Agentic AI Red Teaming Playbook || The AI Kill Chain

AI Red Teaming Introduction AI Red Team in Practice

The AI Kill Chain

Traditional cyber‑attack frameworks, like Lockheed Martin’s seven‑stage kill chain (reconnaissance → weaponization → delivery → exploitation → installation → command‑and‑control → actions on objectives), break an intrusion into discrete phases so defenders can detect and disrupt each one. In AI systems the attack surface is vastly compressed: an adversary can combine reconnaissance, weaponization and delivery in a single piece of content (a prompt, a file, a web page) and trigger exploitation the moment the model ingests it.
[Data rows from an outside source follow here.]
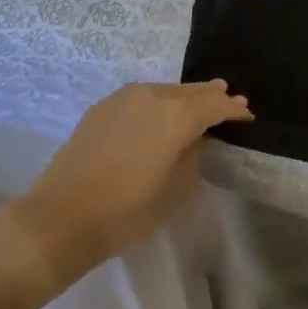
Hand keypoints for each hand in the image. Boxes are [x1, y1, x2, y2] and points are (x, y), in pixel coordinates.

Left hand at [5, 81, 252, 289]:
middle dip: (212, 96)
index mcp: (177, 114)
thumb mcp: (174, 191)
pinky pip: (142, 97)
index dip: (234, 109)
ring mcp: (125, 97)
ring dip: (185, 97)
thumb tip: (195, 139)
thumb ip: (192, 156)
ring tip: (199, 101)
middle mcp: (154, 95)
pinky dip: (158, 102)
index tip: (248, 115)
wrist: (59, 217)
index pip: (216, 105)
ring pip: (166, 91)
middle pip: (192, 92)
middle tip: (230, 99)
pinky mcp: (103, 106)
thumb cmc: (125, 211)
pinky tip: (159, 112)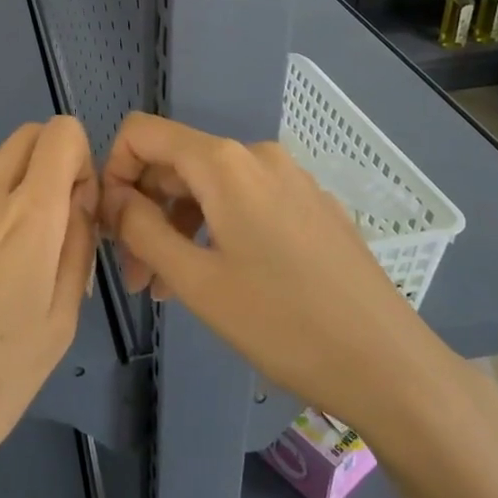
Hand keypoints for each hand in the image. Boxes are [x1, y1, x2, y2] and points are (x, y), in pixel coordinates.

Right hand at [100, 113, 467, 439]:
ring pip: (210, 187)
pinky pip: (246, 202)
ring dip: (177, 228)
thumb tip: (112, 197)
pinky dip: (215, 231)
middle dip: (144, 211)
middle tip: (135, 276)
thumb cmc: (283, 323)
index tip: (108, 227)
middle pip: (176, 163)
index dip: (113, 171)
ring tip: (168, 289)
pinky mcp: (312, 206)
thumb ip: (141, 229)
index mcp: (225, 163)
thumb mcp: (197, 281)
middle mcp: (258, 156)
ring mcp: (291, 179)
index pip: (142, 133)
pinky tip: (216, 281)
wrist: (389, 363)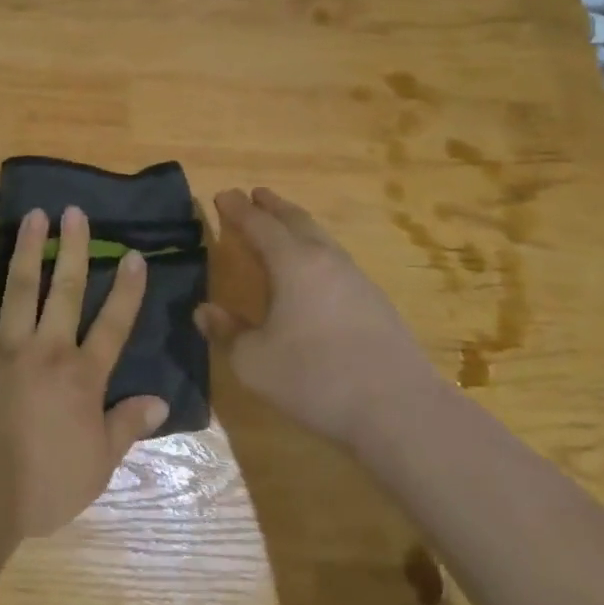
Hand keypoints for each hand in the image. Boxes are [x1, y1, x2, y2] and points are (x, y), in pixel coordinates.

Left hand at [0, 206, 169, 536]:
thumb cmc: (42, 484)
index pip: (113, 325)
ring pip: (21, 287)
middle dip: (74, 249)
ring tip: (34, 216)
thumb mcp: (98, 466)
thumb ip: (127, 427)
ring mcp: (6, 347)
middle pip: (66, 290)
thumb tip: (161, 401)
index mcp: (82, 377)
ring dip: (29, 249)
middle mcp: (48, 350)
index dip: (127, 290)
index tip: (134, 255)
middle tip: (74, 211)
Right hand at [198, 188, 438, 446]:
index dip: (238, 209)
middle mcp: (325, 259)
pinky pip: (335, 259)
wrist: (399, 409)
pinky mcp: (375, 301)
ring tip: (283, 225)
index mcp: (293, 263)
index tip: (223, 195)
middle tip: (255, 195)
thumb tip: (204, 311)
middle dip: (272, 206)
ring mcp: (355, 278)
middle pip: (296, 220)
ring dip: (297, 225)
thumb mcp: (254, 362)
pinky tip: (314, 271)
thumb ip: (228, 333)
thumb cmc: (316, 378)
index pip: (259, 224)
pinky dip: (315, 250)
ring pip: (320, 237)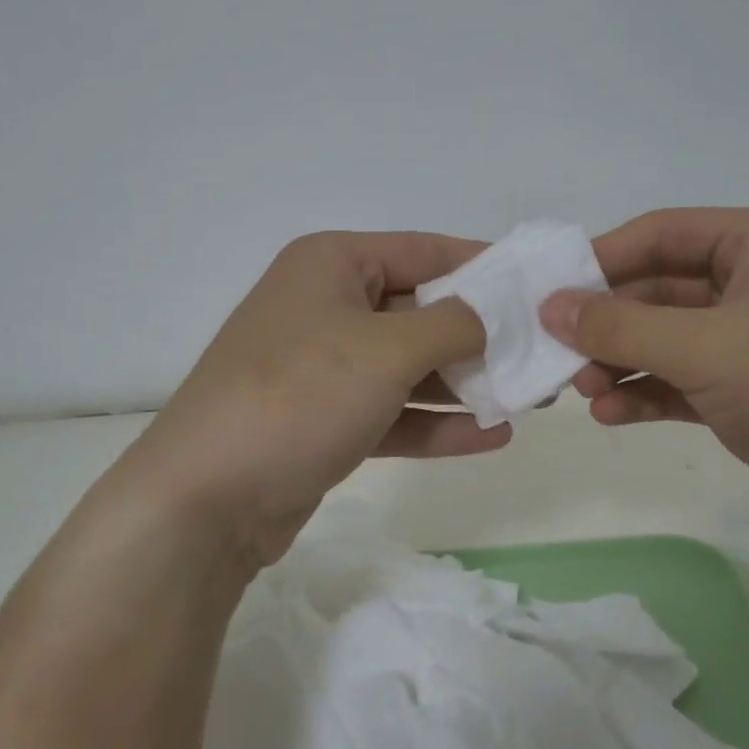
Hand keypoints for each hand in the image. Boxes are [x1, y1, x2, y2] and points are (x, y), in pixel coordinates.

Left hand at [106, 231, 505, 566]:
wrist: (206, 498)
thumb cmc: (300, 395)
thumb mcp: (387, 349)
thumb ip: (454, 324)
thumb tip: (493, 314)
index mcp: (333, 264)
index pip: (424, 250)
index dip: (484, 265)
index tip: (537, 285)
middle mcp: (328, 306)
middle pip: (422, 311)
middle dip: (483, 335)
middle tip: (542, 353)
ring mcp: (326, 368)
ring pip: (411, 367)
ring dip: (467, 384)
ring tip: (531, 398)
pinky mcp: (327, 421)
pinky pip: (394, 412)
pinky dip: (438, 424)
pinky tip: (492, 436)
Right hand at [540, 208, 748, 547]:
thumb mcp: (706, 349)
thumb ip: (621, 327)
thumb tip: (550, 306)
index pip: (658, 234)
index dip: (599, 260)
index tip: (548, 294)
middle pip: (654, 289)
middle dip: (606, 323)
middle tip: (557, 354)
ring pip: (662, 338)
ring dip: (619, 361)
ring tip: (582, 391)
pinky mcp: (744, 390)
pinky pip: (678, 379)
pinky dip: (644, 392)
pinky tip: (611, 414)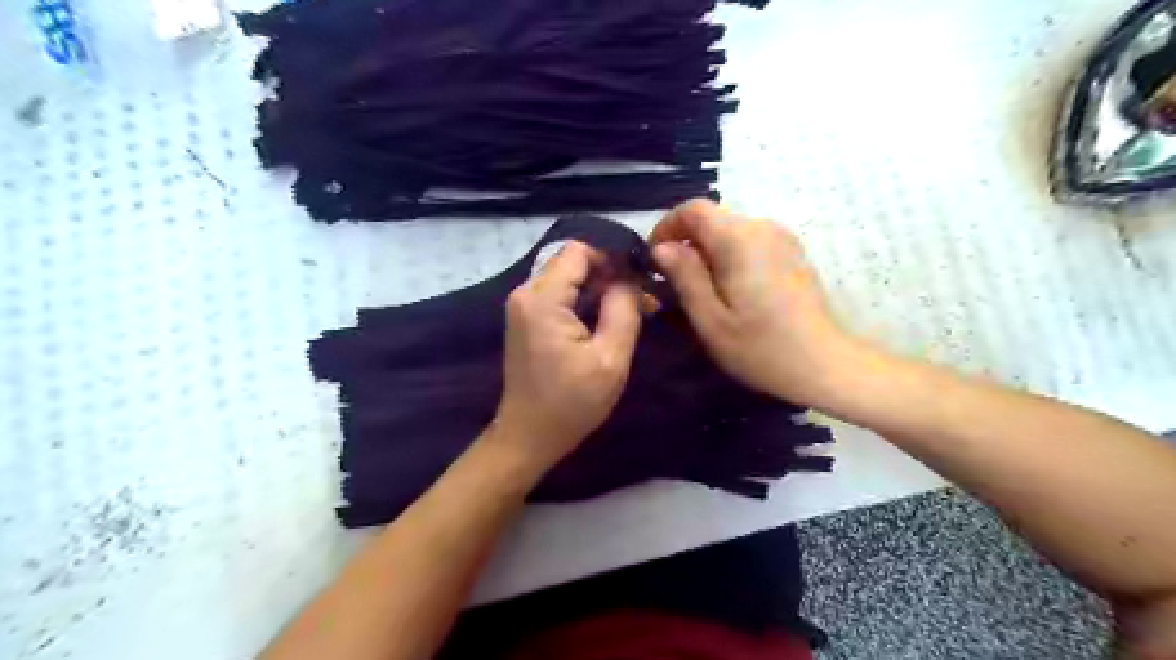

Command‑and‑control and lateral movement occur when the agent chains tool calls, so the entire sequence collapses into a four‑step AI kill‑chain.

Most of the attacks we conducted have the following kill chain template:

Initial Access begins through exposure to untrusted content[1]. An adversary forces the model to process some form of input — text, images or voice — either directly or indirectly via an integrated tool.
Execution occurs when the AI model processes this malicious input and exhibits undefined behavior. As in classic application security where unexpected input can trigger a buffer overflow, the model enters a state of confusion and can be induced to perform unintended actions.
Hijack Flow & Technique Cascade arises when a model in this confused state triggers a sequence of tool calls; each call corresponds to a technique in the MITRE ATT&CK or ATLAS matrices. Chaining several tools together leads to a malicious outcome and impact.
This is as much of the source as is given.